ABOUT THIS EXERCISE: State how many lines in the entries below hold the word "down", with nothing besides the number.

RECORDS FOR THIS TASK:
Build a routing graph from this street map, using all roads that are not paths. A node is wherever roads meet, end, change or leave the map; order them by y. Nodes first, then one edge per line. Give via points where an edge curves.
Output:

...

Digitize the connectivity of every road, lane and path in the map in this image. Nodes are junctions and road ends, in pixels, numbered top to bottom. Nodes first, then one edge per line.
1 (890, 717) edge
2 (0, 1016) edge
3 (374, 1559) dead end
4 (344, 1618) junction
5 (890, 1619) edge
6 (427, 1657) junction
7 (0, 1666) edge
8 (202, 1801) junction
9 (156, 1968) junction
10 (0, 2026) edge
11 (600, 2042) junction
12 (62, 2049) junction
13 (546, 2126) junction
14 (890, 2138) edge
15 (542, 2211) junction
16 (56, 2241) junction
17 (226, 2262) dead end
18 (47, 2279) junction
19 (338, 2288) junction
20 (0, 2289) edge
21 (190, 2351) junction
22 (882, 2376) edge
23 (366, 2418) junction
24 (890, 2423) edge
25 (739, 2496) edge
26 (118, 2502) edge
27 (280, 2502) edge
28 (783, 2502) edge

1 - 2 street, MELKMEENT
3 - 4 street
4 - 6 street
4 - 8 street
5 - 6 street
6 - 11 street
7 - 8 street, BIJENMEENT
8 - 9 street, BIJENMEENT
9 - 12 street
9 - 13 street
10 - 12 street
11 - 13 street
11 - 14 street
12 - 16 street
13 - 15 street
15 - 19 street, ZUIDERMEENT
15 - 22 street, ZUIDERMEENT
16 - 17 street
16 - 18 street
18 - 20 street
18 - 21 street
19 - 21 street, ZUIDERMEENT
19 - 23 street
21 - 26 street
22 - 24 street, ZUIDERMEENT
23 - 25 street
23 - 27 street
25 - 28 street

--

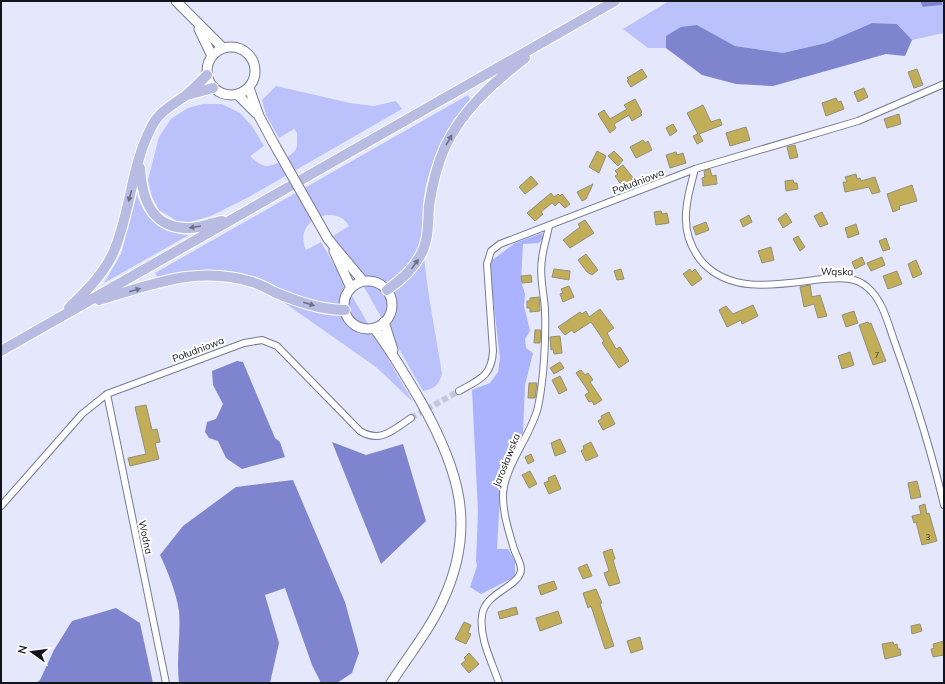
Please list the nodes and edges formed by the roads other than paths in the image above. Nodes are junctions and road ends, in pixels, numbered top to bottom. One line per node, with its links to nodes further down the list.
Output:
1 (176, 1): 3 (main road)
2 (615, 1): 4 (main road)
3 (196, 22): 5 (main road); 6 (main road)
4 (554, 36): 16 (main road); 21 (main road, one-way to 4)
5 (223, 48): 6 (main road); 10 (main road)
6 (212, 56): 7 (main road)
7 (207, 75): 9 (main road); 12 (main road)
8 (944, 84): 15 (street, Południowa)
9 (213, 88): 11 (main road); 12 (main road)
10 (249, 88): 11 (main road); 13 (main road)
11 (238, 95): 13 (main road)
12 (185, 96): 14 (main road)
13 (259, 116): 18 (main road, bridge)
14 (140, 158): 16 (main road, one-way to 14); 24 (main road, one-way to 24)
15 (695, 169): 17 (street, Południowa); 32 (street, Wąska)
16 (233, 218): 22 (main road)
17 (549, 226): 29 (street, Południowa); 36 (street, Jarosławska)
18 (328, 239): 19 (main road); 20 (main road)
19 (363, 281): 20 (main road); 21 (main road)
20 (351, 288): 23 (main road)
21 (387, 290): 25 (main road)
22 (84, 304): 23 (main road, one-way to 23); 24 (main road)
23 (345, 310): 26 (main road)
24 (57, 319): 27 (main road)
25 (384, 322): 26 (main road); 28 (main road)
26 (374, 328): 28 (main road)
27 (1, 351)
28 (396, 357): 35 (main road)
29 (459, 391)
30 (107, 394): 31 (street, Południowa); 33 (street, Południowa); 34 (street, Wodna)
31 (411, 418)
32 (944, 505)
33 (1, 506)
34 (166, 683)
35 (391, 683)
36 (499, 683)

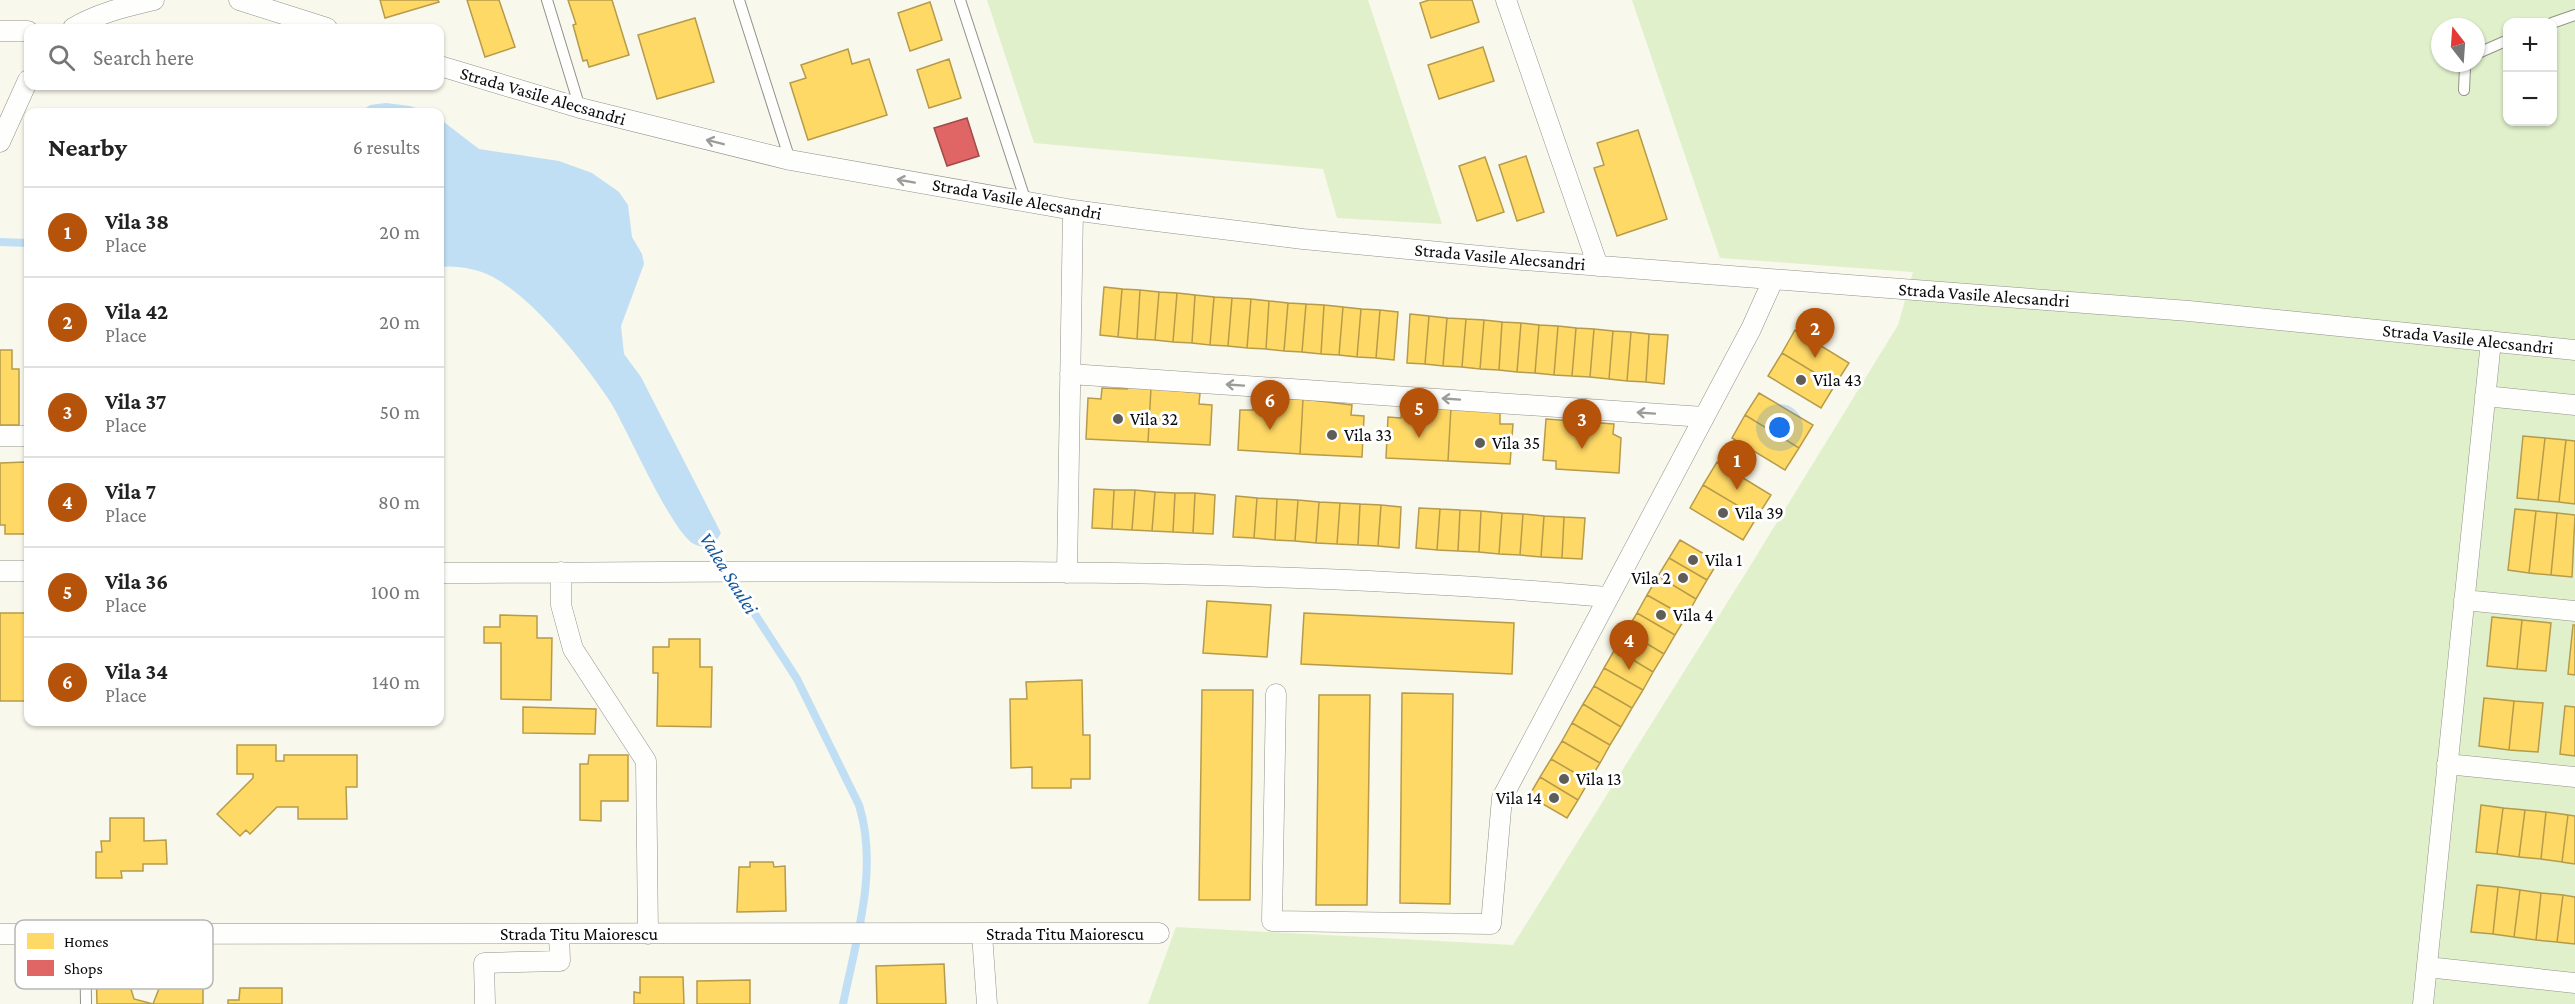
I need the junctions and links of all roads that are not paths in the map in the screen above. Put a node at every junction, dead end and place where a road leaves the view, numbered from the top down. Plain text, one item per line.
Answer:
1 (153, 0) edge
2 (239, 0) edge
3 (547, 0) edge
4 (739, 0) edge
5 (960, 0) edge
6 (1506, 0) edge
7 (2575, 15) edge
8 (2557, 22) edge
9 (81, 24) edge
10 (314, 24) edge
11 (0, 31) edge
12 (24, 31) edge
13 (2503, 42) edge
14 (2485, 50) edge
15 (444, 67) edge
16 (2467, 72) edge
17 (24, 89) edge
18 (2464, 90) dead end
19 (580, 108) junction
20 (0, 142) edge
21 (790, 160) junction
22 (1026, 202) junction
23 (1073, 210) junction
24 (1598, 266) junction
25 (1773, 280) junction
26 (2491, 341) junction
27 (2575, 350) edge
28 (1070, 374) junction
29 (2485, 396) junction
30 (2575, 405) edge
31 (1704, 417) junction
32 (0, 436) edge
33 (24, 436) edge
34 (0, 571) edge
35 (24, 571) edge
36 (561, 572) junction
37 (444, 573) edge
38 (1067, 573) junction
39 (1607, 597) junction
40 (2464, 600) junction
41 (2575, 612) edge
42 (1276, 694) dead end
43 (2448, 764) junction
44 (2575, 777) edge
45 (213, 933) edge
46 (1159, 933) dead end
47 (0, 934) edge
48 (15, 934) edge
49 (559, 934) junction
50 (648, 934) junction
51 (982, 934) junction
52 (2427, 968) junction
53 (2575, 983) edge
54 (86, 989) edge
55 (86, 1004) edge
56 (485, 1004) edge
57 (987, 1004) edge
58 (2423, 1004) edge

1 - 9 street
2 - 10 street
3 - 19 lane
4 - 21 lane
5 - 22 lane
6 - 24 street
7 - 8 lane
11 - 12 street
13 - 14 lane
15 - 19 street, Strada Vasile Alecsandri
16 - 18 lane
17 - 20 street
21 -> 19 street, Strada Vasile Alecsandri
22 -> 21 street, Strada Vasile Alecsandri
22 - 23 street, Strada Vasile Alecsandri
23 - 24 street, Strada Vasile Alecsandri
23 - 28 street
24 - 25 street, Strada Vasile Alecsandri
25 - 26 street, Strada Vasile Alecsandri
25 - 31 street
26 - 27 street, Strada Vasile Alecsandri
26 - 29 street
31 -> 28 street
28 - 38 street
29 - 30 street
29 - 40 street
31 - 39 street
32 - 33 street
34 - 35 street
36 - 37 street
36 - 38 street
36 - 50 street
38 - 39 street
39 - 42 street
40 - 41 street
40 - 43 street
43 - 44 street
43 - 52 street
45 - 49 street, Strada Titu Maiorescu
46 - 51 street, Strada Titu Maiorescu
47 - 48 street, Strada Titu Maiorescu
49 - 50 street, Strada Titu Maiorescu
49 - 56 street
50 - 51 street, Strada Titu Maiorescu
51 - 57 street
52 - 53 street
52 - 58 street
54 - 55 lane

RESPONSE: 2